Which of the lines in the data mention the string "edges"? List them all.

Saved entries
☆ ☆ ☆ ☆ ☆ ☆ ☆

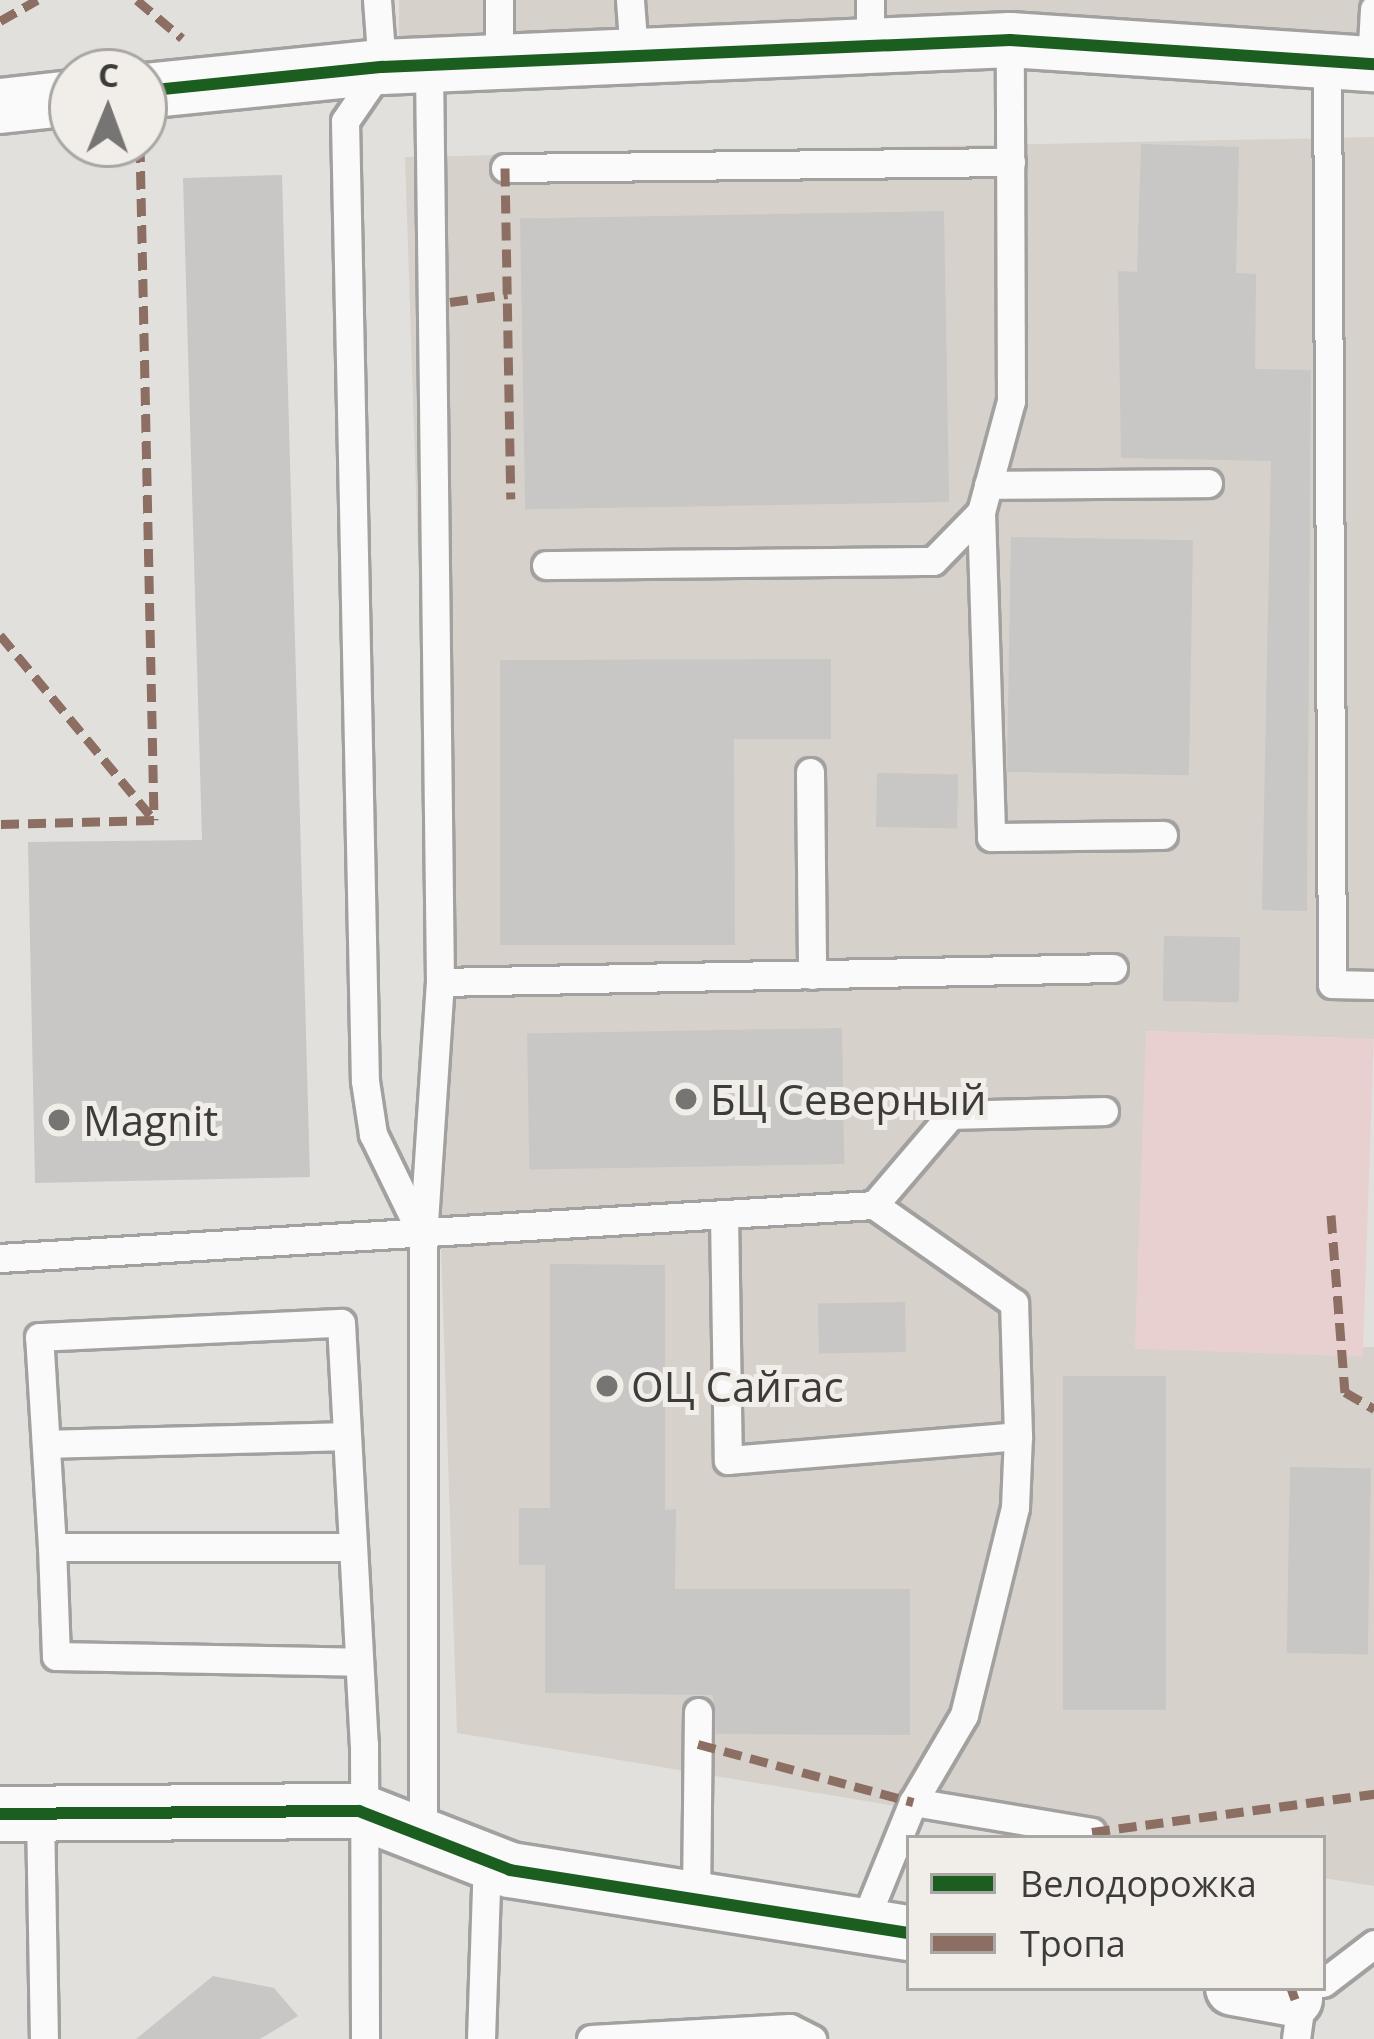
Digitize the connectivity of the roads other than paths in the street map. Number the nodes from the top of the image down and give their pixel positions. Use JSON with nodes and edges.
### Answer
{"nodes":[{"id":1,"x":376,"y":0,"type":"edge"},
{"id":2,"x":499,"y":0,"type":"edge"},
{"id":3,"x":630,"y":0,"type":"edge"},
{"id":4,"x":1374,"y":9,"type":"edge"},
{"id":5,"x":870,"y":23,"type":"edge"},
{"id":6,"x":1010,"y":40,"type":"junction"},
{"id":7,"x":634,"y":55,"type":"junction"},
{"id":8,"x":499,"y":61,"type":"junction"},
{"id":9,"x":1357,"y":62,"type":"edge"},
{"id":10,"x":406,"y":66,"type":"junction"},
{"id":11,"x":168,"y":89,"type":"edge"},
{"id":12,"x":48,"y":101,"type":"edge"},
{"id":13,"x":0,"y":106,"type":"edge"},
{"id":14,"x":1012,"y":162,"type":"junction"},
{"id":15,"x":505,"y":167,"type":"dead end"},
{"id":16,"x":1208,"y":482,"type":"dead end"},
{"id":17,"x":985,"y":498,"type":"junction"},
{"id":18,"x":545,"y":565,"type":"dead end"},
{"id":19,"x":810,"y":772,"type":"dead end"},
{"id":20,"x":1163,"y":835,"type":"dead end"},
{"id":21,"x":1113,"y":968,"type":"dead end"},
{"id":22,"x":812,"y":974,"type":"junction"},
{"id":23,"x":440,"y":982,"type":"junction"},
{"id":24,"x":1374,"y":985,"type":"edge"},
{"id":25,"x":1104,"y":1111,"type":"dead end"},
{"id":26,"x":874,"y":1205,"type":"junction"},
{"id":27,"x":724,"y":1214,"type":"junction"},
{"id":28,"x":423,"y":1237,"type":"junction"},
{"id":29,"x":0,"y":1258,"type":"edge"},
{"id":30,"x":346,"y":1436,"type":"junction"},
{"id":31,"x":1018,"y":1436,"type":"junction"},
{"id":32,"x":46,"y":1444,"type":"junction"},
{"id":33,"x":52,"y":1547,"type":"junction"},
{"id":34,"x":352,"y":1547,"type":"junction"},
{"id":35,"x":359,"y":1662,"type":"junction"},
{"id":36,"x":698,"y":1712,"type":"dead end"},
{"id":37,"x":914,"y":1802,"type":"junction"},
{"id":38,"x":359,"y":1810,"type":"junction"},
{"id":39,"x":20,"y":1814,"type":"edge"},
{"id":40,"x":1092,"y":1832,"type":"dead end"},
{"id":41,"x":423,"y":1835,"type":"junction"},
{"id":42,"x":907,"y":1835,"type":"edge"},
{"id":43,"x":906,"y":1838,"type":"edge"},
{"id":44,"x":487,"y":1860,"type":"junction"},
{"id":45,"x":696,"y":1902,"type":"junction"},
{"id":46,"x":886,"y":1929,"type":"edge"},
{"id":47,"x":1374,"y":1944,"type":"edge"},
{"id":48,"x":1326,"y":1986,"type":"edge"},
{"id":49,"x":1249,"y":1991,"type":"edge"},
{"id":50,"x":1307,"y":2002,"type":"edge"},
{"id":51,"x":44,"y":2039,"type":"edge"},
{"id":52,"x":365,"y":2039,"type":"edge"},
{"id":53,"x":481,"y":2039,"type":"edge"},
{"id":54,"x":591,"y":2039,"type":"edge"},
{"id":55,"x":812,"y":2039,"type":"edge"}],
"edges":[{"from":1,"to":10,"type":"lane"},
{"from":2,"to":8,"type":"lane"},
{"from":3,"to":7,"type":"lane"},
{"from":4,"to":9,"type":"lane"},
{"from":5,"to":6,"type":"street"},
{"from":5,"to":7,"type":"street"},
{"from":6,"to":9,"type":"street"},
{"from":6,"to":14,"type":"lane"},
{"from":7,"to":8,"type":"street"},
{"from":8,"to":10,"type":"street"},
{"from":9,"to":24,"type":"lane"},
{"from":10,"to":11,"type":"street"},
{"from":10,"to":23,"type":"lane"},
{"from":10,"to":28,"type":"lane"},
{"from":12,"to":13,"type":"street"},
{"from":14,"to":15,"type":"lane"},
{"from":14,"to":17,"type":"lane"},
{"from":16,"to":17,"type":"lane"},
{"from":17,"to":18,"type":"lane"},
{"from":17,"to":20,"type":"lane"},
{"from":19,"to":22,"type":"lane"},
{"from":21,"to":22,"type":"lane"},
{"from":22,"to":23,"type":"lane"},
{"from":23,"to":28,"type":"lane"},
{"from":25,"to":26,"type":"lane"},
{"from":26,"to":27,"type":"lane"},
{"from":26,"to":31,"type":"lane"},
{"from":27,"to":28,"type":"lane"},
{"from":27,"to":31,"type":"lane"},
{"from":28,"to":29,"type":"lane"},
{"from":28,"to":41,"type":"lane"},
{"from":30,"to":32,"type":"lane"},
{"from":30,"to":32,"type":"lane"},
{"from":30,"to":34,"type":"lane"},
{"from":31,"to":37,"type":"lane"},
{"from":32,"to":33,"type":"lane"},
{"from":33,"to":34,"type":"lane"},
{"from":33,"to":35,"type":"lane"},
{"from":34,"to":35,"type":"lane"},
{"from":35,"to":38,"type":"lane"},
{"from":36,"to":45,"type":"lane"},
{"from":37,"to":40,"type":"lane"},
{"from":37,"to":42,"type":"lane"},
{"from":38,"to":39,"type":"street"},
{"from":38,"to":41,"type":"street"},
{"from":38,"to":52,"type":"lane"},
{"from":39,"to":51,"type":"lane"},
{"from":41,"to":44,"type":"street"},
{"from":43,"to":46,"type":"lane"},
{"from":44,"to":45,"type":"street"},
{"from":44,"to":53,"type":"lane"},
{"from":45,"to":46,"type":"street"},
{"from":47,"to":48,"type":"lane"},
{"from":49,"to":50,"type":"street"},
{"from":54,"to":55,"type":"lane"}]}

☆ ☆ ☆ ☆ ☆ ☆ ☆

**Response to the task:**
Digitize the connectivity of the roads other than paths in the street map. Number the nodes from the top of the image down and give their pixel positions. Use JSON with nodes and edges.
"edges":[{"from":1,"to":10,"type":"lane"},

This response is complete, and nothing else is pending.